**Your task**
Once the line with "middle dip: (346, 233)" is found in the entries below, repeat it and each following line exactly, up to and including the line with "wrist: (292, 449)". Add no other lines.

**Given records**
__________________________________________________
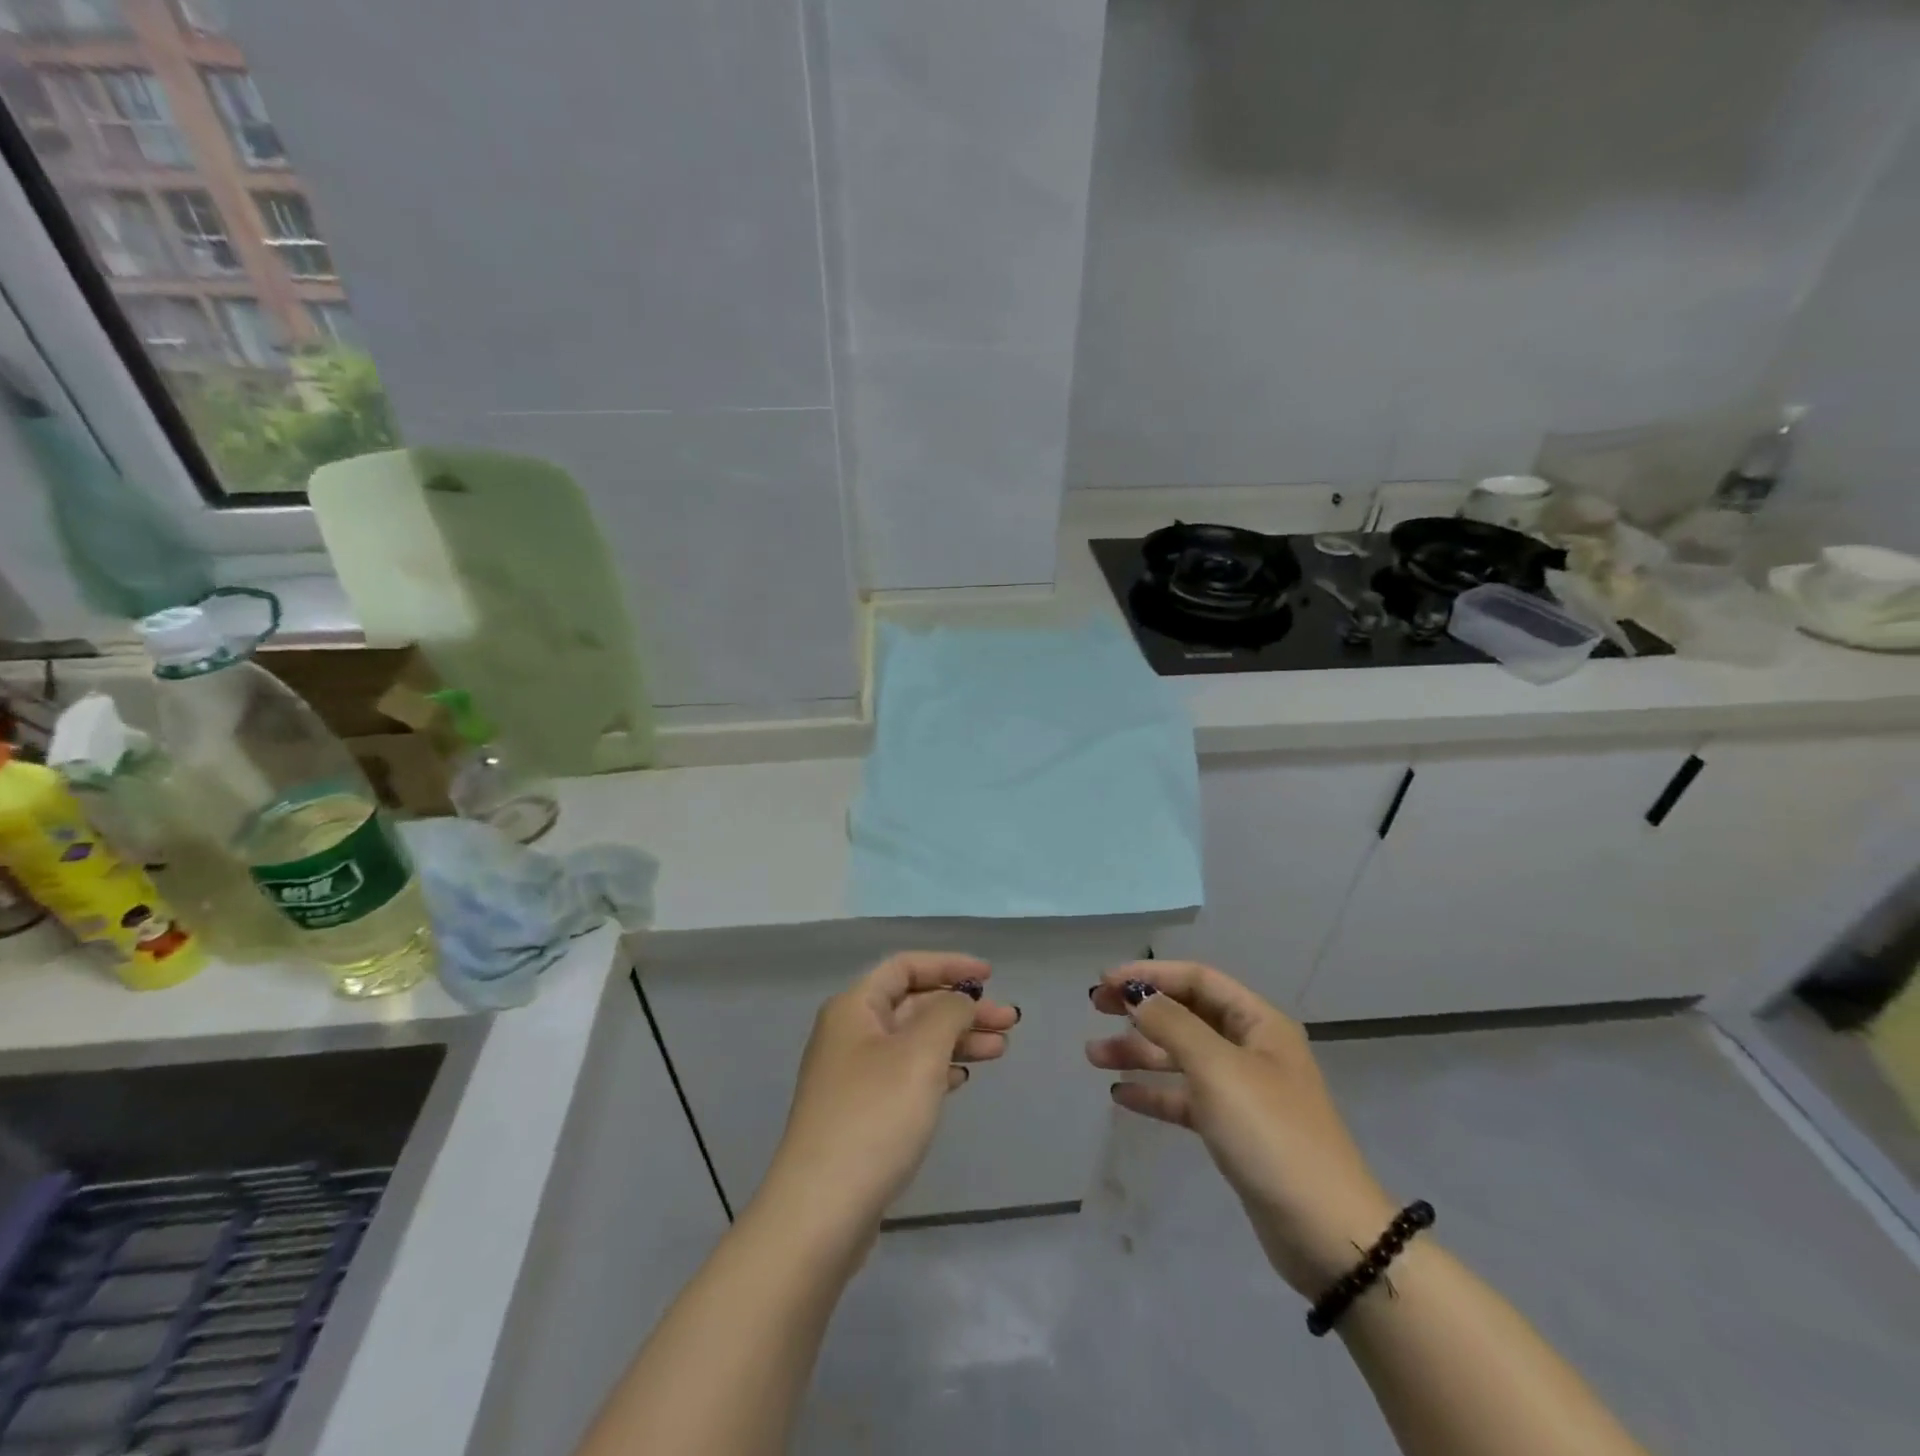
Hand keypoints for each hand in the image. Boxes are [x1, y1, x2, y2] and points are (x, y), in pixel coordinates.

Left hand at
__________________________________________________
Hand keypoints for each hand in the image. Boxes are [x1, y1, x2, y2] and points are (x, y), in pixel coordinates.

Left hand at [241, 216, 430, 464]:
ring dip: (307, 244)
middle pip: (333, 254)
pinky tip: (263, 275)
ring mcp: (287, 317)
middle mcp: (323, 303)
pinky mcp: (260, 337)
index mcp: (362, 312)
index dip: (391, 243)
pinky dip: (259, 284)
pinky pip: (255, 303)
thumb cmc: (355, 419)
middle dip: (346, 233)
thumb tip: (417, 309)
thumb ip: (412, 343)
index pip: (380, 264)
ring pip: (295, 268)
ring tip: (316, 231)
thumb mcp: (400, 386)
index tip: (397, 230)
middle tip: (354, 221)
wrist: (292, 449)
__________________________________________________
**Solved problem**
middle dip: (346, 233)
thumb tip: (417, 309)
thumb ip: (412, 343)
index pip: (380, 264)
ring pip: (295, 268)
ring tip: (316, 231)
thumb mcp: (400, 386)
index tip: (397, 230)
middle tip: (354, 221)
wrist: (292, 449)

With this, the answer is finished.